Runninng KDE + Networkmanager (net-misc/networkmanager-0.9.10.1_pre20141101)
together with vpnc plugin (net-misc/networkmanager-vpnc-0.9.10.0).
I have set up a VPN connection to a AVM FritzBox (which is using - as far as i
can evaluate - a Cisco like IPSec tunnel).
This is running very well, but after exactly 1 hour the connection is dropped.
I can reconnect, but it also lasts 1 hour.

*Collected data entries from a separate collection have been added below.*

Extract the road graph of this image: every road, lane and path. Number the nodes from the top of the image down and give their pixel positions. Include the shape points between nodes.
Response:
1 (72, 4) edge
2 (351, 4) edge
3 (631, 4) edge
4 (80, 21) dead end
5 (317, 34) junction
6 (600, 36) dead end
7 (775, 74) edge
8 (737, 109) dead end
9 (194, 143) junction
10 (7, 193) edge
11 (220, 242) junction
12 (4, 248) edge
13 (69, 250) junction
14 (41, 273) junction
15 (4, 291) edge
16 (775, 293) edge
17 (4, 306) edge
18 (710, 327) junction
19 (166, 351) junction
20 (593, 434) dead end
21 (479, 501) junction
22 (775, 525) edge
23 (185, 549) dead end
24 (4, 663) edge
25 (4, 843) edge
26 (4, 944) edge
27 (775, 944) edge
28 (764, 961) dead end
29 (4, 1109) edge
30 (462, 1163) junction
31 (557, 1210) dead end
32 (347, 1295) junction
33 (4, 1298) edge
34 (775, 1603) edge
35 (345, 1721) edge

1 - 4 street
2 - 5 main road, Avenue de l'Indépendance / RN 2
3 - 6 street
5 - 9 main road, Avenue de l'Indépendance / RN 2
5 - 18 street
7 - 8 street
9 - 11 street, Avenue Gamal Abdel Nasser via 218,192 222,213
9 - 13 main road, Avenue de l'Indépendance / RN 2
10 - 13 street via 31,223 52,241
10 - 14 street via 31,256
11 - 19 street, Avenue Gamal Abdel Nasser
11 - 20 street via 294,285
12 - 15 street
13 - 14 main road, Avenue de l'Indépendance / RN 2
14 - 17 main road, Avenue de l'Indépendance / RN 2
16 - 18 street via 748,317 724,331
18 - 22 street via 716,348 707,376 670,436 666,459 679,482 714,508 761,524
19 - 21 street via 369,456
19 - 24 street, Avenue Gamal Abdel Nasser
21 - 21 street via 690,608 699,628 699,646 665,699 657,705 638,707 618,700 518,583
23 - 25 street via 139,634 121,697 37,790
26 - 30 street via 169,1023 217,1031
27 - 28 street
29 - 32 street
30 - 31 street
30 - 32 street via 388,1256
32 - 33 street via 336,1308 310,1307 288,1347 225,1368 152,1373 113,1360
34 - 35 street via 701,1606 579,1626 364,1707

After som crawlng though the net it seems that a key validity runs ot of time
at the client side. I t looks like this one
https://bugs.launchpad.net/ubuntu/+source/vpnc/+bug/479632
The nmcli output for this connection reads like this (some obfusicated):
------------------------ cut -----------------------------
===============================================================================
Details des Verbindungsprofils (XX)
===============================================================================
connection.id: XX
connection.uuid: 11111111111111-2222-33333333333333333
connection.interface-name: --
connection.type: vpn
connection.autoconnect: no
connection.timestamp: 1425319416
connection.read-only: no
connection.permissions:
connection.zone:
connection.master: --
connection.slave-type: --
connection.secondaries:
connection.gateway-ping-timeout: 0
-------------------------------------------------------------------------------
ipv4.method: auto
ipv4.dns:
ipv4.dns-search:
ipv4.addresses:
ipv4.routes:
ipv4.ignore-auto-routes: yes
ipv4.ignore-auto-dns: no
ipv4.dhcp-client-id: --
ipv4.dhcp-send-hostname: yes
ipv4.dhcp-hostname: --
ipv4.never-default: yes
ipv4.may-fail: no
-------------------------------------------------------------------------------
ipv6.method: ignore
ipv6.dns:
ipv6.dns-search:
ipv6.addresses:
ipv6.routes:
ipv6.ignore-auto-routes: no
ipv6.ignore-auto-dns: no
ipv6.never-default: no
ipv6.may-fail: yes
ipv6.ip6-privacy: 0 (deaktiviert)
ipv6.dhcp-hostname: --
-------------------------------------------------------------------------------
vpn.service-type: org.freedesktop.NetworkManager.vpnc
vpn.user-name: --
vpn.data: Local Port = 0, IKE DH Group = dh2,
Perfect Forward Secrecy = server, Xauth password-flags = 1, IPSec ID =
user@host.loc, IPSec gateway = open.nsupdate.info, Xauth username =
user@host.loc, Cisco UDP Encapsulation Port = 0, Vendor = cisco, IPSec secret-
flags = 1, NAT Traversal Mode = natt
vpn.secrets:
------------------------ cut -----------------------------
Any hints ?
regards
Petric
[-- Attachment #2: Type: text/html, Size: 14732 bytes --]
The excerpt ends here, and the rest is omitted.